▶ _Required work_
In the material below, the lines between the one holding "ring pip: (266, 300)" and the one holding "middle pip: (18, 295)", inclusive, are to be set down word for word. Pictures stay out.

---*---

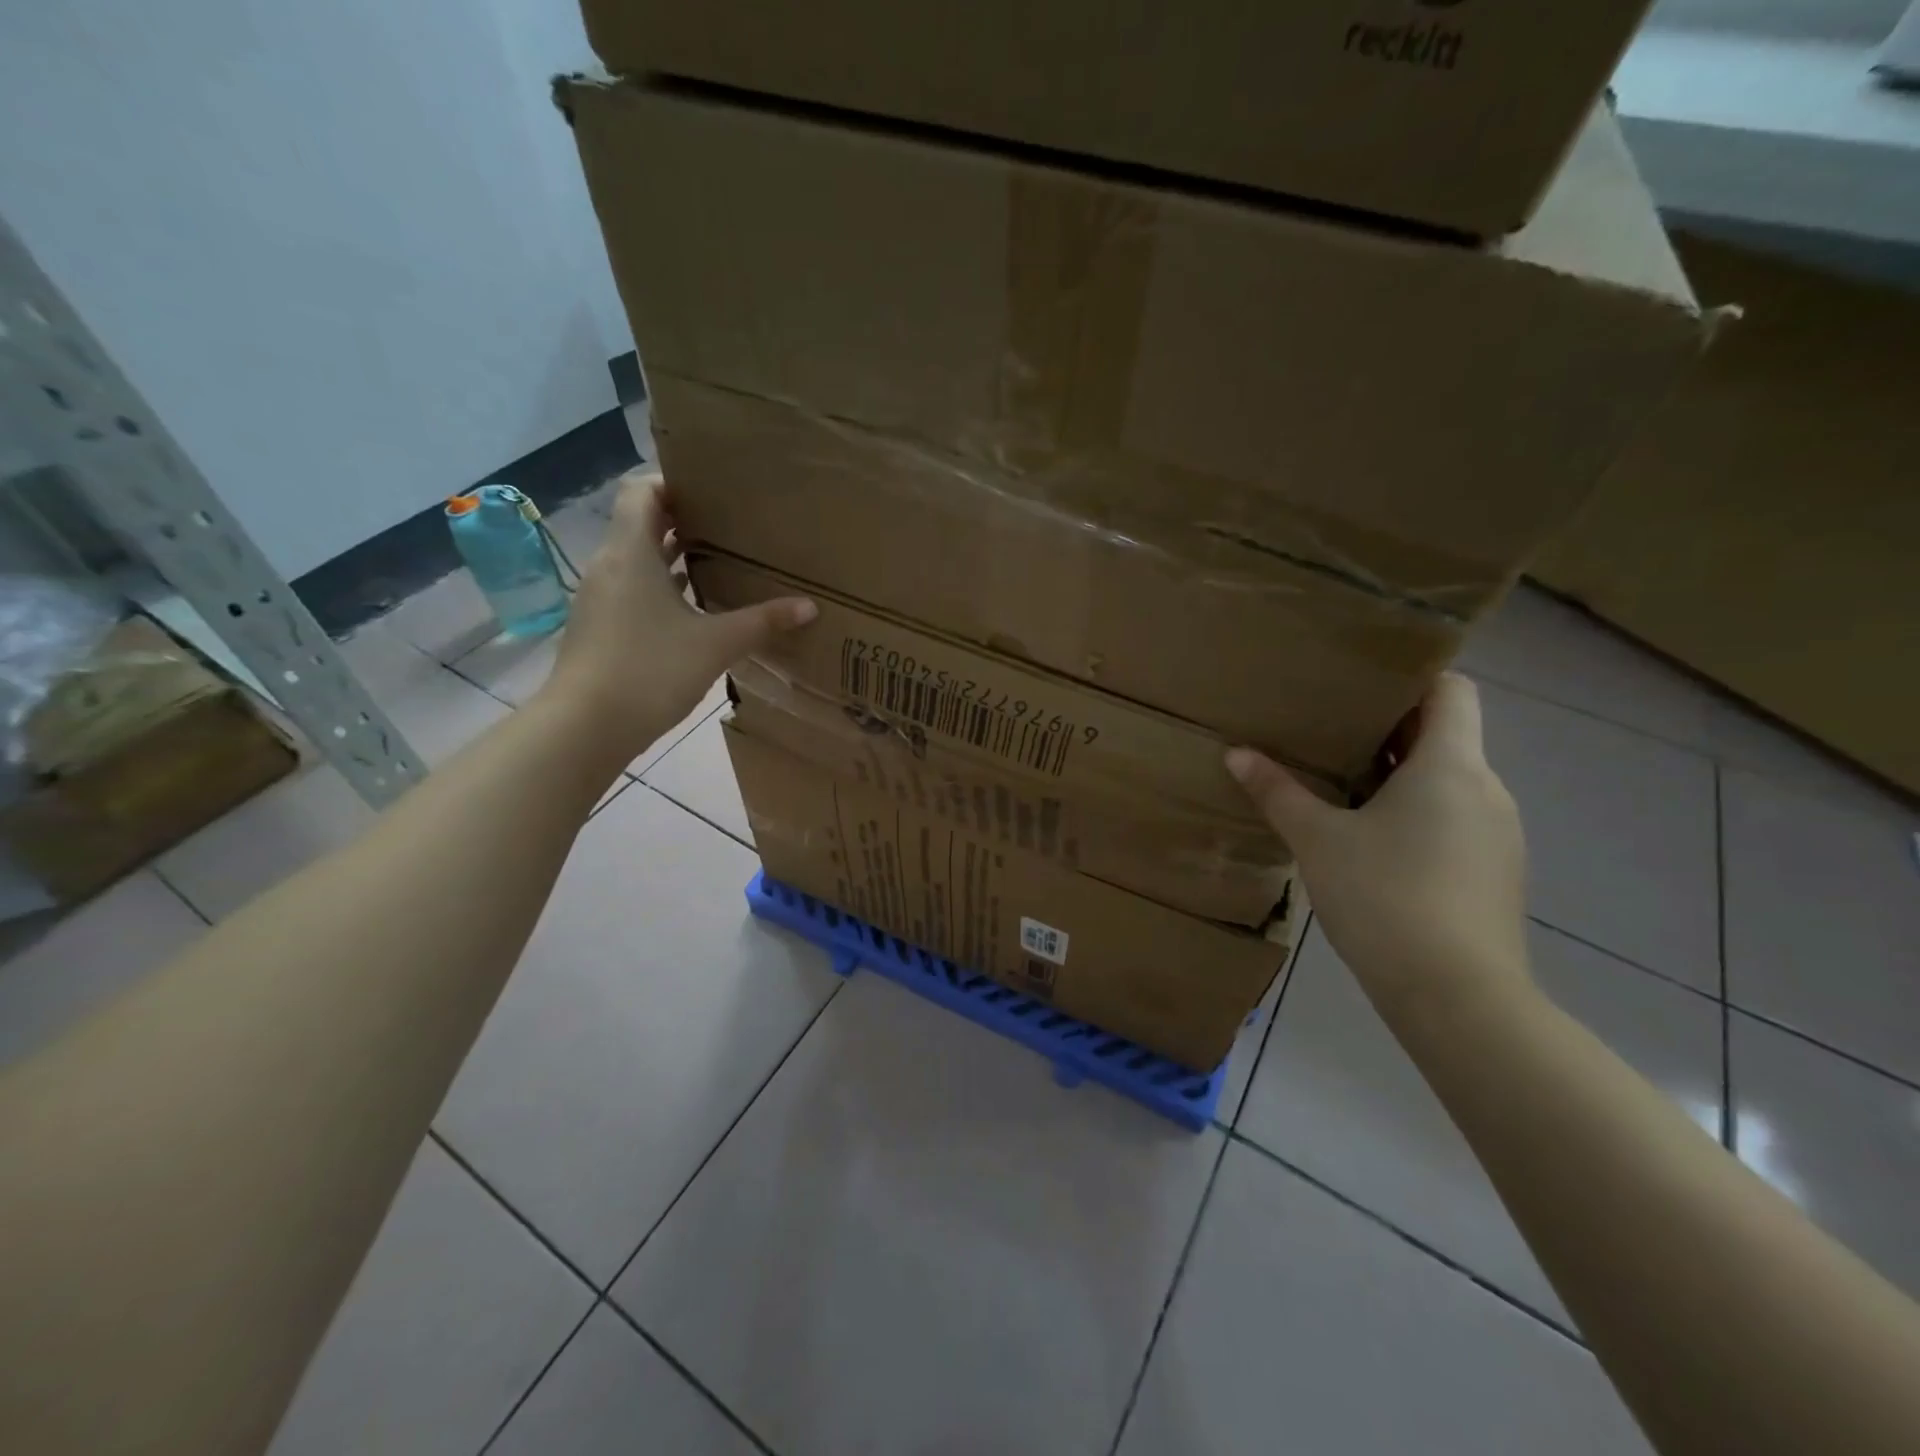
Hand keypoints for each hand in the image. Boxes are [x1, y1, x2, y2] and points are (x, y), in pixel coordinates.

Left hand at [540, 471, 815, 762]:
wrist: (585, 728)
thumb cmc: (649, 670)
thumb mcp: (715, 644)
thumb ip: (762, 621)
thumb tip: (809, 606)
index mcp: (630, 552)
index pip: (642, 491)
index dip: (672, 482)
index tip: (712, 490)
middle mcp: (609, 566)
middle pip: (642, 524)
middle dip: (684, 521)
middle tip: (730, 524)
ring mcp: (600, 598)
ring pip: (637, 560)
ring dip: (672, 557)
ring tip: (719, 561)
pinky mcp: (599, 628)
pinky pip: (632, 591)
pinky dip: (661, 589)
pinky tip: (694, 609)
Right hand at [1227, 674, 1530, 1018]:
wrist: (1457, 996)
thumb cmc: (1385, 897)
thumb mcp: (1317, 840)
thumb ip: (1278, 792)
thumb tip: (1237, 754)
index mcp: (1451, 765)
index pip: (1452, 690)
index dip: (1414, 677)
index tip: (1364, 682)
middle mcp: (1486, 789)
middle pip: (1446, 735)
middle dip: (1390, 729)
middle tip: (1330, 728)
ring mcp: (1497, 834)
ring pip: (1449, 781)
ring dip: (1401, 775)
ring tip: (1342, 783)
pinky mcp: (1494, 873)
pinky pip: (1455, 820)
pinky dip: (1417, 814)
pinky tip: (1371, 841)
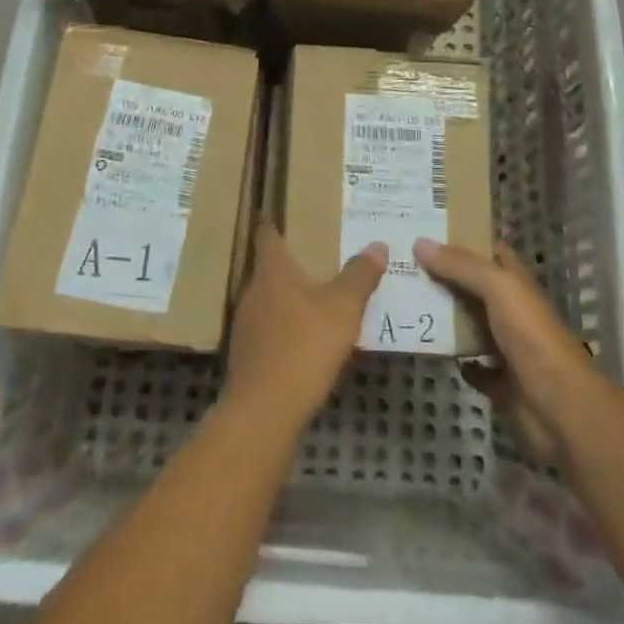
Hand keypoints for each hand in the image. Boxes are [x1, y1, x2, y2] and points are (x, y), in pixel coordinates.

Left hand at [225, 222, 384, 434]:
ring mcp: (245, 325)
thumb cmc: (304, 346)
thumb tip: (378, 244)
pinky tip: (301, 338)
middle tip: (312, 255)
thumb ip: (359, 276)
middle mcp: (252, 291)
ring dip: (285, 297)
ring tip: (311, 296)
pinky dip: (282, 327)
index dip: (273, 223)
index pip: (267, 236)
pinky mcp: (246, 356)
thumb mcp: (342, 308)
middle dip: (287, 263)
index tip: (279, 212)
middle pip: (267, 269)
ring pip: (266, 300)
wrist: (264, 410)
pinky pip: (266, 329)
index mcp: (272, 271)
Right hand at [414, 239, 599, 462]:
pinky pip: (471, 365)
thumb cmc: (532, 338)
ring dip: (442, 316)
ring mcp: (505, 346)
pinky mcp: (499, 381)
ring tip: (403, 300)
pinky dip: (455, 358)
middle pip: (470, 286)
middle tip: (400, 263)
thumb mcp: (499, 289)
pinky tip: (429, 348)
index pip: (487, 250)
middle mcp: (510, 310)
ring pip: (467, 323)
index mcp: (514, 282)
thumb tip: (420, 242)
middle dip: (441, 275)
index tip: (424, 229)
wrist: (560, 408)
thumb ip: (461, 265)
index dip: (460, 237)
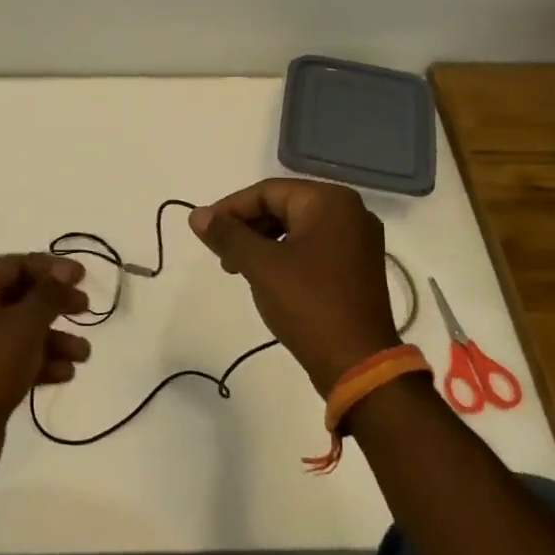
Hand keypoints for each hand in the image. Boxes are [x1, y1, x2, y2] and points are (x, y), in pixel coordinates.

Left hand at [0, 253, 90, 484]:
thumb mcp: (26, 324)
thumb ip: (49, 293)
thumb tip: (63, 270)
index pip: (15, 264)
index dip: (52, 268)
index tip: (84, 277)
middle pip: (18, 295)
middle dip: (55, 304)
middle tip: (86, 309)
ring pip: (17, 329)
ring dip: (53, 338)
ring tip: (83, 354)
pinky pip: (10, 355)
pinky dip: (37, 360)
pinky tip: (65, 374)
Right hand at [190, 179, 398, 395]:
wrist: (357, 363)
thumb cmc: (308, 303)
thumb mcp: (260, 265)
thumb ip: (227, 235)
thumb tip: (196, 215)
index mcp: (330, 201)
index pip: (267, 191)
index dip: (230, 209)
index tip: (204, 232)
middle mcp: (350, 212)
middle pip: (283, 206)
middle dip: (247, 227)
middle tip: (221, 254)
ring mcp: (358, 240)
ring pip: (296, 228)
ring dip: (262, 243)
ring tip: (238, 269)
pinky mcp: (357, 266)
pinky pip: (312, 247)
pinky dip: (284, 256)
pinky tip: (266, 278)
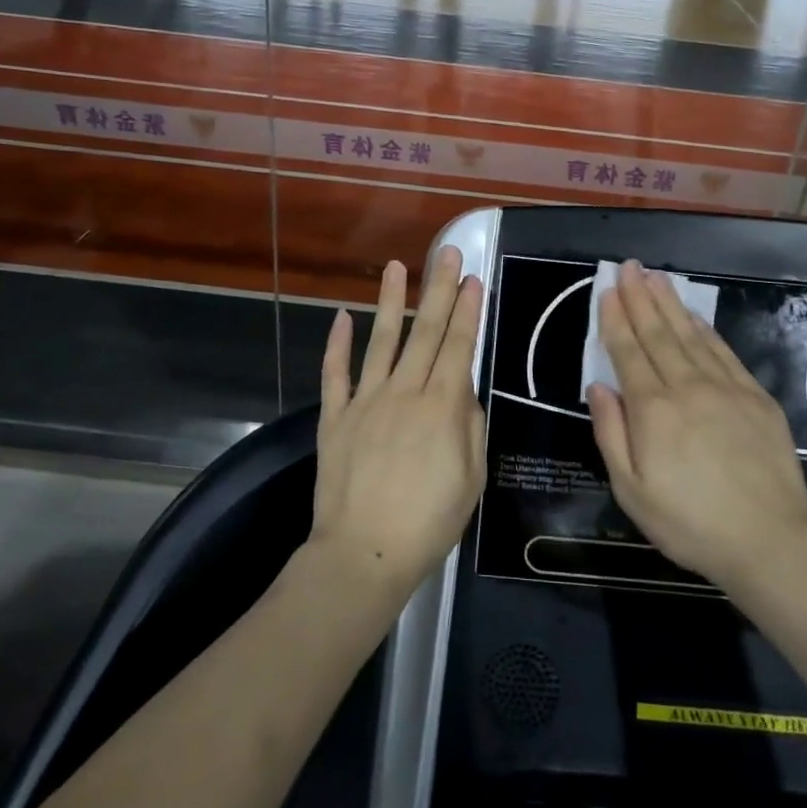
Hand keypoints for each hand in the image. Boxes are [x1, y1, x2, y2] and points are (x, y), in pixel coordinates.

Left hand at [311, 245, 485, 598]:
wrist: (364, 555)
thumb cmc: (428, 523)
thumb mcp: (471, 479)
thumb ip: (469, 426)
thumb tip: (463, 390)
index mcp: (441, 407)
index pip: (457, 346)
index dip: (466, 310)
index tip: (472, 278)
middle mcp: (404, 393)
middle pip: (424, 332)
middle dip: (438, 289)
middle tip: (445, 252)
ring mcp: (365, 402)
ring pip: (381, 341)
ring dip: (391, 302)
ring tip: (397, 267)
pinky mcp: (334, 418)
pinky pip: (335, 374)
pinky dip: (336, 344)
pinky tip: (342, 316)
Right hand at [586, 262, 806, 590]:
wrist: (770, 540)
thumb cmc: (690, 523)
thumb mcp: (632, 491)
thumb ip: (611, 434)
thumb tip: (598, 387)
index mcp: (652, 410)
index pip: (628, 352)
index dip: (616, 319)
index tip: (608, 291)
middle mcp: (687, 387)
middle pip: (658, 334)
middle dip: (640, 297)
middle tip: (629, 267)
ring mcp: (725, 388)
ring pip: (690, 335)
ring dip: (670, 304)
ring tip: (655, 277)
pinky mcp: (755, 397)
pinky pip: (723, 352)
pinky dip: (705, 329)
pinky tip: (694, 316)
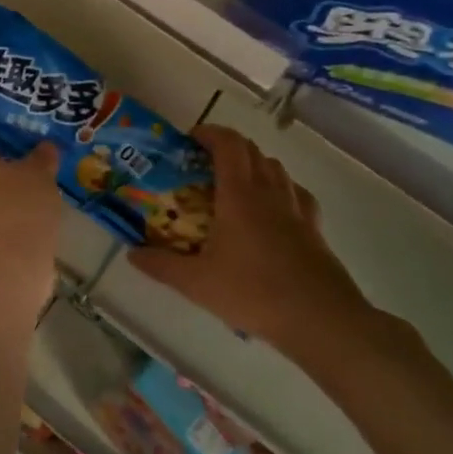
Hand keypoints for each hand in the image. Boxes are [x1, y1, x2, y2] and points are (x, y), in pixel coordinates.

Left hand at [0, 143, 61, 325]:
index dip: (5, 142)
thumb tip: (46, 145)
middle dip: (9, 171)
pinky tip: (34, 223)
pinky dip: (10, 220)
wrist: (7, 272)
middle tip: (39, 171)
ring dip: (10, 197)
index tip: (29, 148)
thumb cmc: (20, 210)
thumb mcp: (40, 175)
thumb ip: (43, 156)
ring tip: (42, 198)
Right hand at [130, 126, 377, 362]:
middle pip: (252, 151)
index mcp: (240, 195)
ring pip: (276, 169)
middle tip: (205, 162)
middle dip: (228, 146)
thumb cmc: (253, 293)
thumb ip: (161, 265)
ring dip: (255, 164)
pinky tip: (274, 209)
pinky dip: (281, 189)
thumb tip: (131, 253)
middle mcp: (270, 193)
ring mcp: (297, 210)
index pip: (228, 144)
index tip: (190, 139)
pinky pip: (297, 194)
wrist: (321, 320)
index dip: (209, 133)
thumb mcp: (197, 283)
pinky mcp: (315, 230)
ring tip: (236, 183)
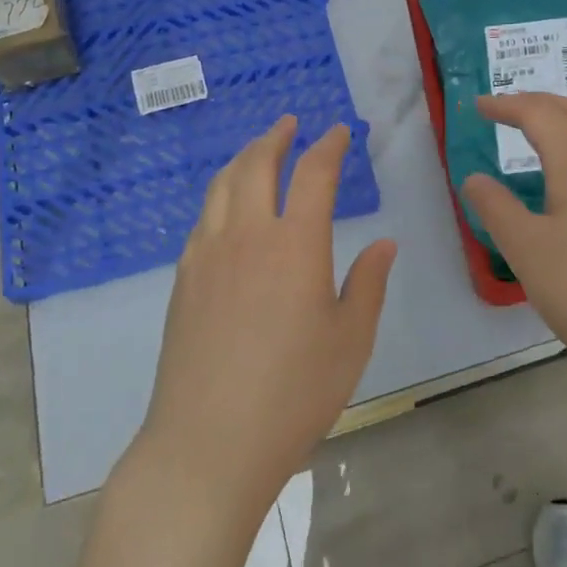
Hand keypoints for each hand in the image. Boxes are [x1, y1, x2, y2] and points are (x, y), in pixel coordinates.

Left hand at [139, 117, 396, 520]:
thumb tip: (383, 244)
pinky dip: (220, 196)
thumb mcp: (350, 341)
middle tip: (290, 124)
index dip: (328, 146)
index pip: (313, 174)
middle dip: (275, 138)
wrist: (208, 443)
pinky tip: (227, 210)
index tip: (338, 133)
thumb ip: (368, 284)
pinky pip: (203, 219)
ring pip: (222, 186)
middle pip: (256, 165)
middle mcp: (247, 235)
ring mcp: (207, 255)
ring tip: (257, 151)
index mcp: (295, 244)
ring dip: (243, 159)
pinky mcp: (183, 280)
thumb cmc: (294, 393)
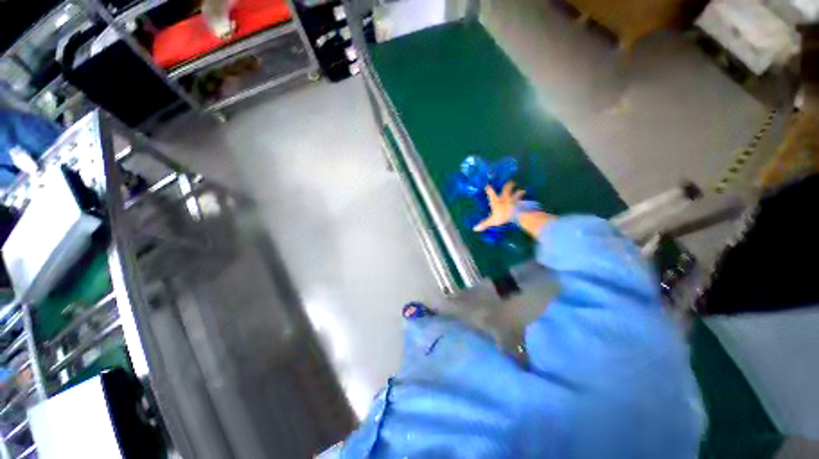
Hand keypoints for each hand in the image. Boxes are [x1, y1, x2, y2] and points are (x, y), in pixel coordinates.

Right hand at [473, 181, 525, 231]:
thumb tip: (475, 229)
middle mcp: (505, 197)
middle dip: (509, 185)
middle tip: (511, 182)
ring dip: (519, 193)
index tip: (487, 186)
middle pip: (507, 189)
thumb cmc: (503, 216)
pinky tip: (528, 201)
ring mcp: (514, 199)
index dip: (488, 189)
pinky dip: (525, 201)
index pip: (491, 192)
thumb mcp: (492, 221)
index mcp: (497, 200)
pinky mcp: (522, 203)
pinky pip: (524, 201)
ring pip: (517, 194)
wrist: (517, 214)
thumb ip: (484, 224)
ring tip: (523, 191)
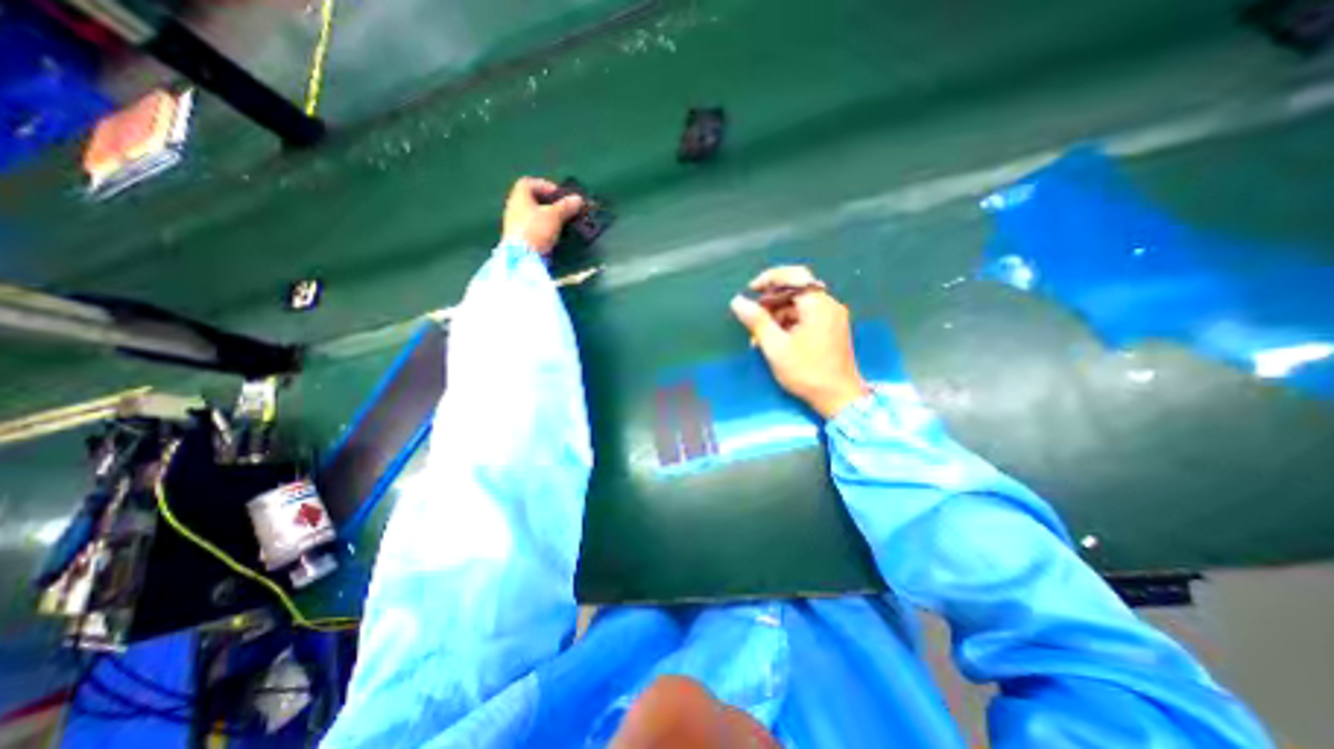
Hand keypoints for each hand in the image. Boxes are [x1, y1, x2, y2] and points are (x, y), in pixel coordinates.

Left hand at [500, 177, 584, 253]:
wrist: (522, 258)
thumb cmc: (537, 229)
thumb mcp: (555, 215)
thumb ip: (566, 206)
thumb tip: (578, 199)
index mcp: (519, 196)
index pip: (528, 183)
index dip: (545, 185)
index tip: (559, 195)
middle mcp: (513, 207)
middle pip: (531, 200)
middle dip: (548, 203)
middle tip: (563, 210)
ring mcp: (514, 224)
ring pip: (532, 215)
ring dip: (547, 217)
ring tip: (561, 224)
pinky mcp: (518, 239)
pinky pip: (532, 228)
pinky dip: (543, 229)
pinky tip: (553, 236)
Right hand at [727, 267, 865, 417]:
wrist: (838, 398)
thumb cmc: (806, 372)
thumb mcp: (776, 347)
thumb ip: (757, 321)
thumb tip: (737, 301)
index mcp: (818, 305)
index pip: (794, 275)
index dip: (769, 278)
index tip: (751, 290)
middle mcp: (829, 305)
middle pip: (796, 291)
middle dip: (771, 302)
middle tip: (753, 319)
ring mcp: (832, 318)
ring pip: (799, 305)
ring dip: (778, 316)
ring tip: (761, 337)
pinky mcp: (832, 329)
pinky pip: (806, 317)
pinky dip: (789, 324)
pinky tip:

---*---

▶ _Expected answer_
ring pip: (266, 300)
wrist: (264, 410)
pinky pip: (266, 329)
index mcp: (272, 271)
Right hand at [414, 239, 599, 462]:
pinky pip: (471, 365)
thumb cmc: (532, 338)
ring dip: (442, 316)
ring mcp: (505, 346)
pinky mcp: (499, 381)
ring tip: (403, 300)
pinky dip: (455, 358)
middle pip: (470, 286)
middle tip: (400, 263)
thumb mcp: (499, 289)
pinky tip: (429, 348)
index pip: (487, 250)
middle mcp: (510, 310)
ring pip: (467, 323)
index mcp: (514, 282)
thumb tip: (420, 242)
middle dip: (441, 275)
index tip: (424, 229)
wrist: (560, 408)
thumb ip: (461, 265)
index dip: (460, 237)
Hand keypoints for each hand in the image. Boxes are [x1, y1, x2, y2] and points are (x, y), in pixel coordinates.

Left hand at [0, 253, 90, 484]:
thumb mcp: (26, 324)
thumb ip: (49, 293)
thumb tip: (63, 270)
index pip: (15, 264)
index dip: (52, 268)
index tip: (84, 277)
middle pip: (18, 295)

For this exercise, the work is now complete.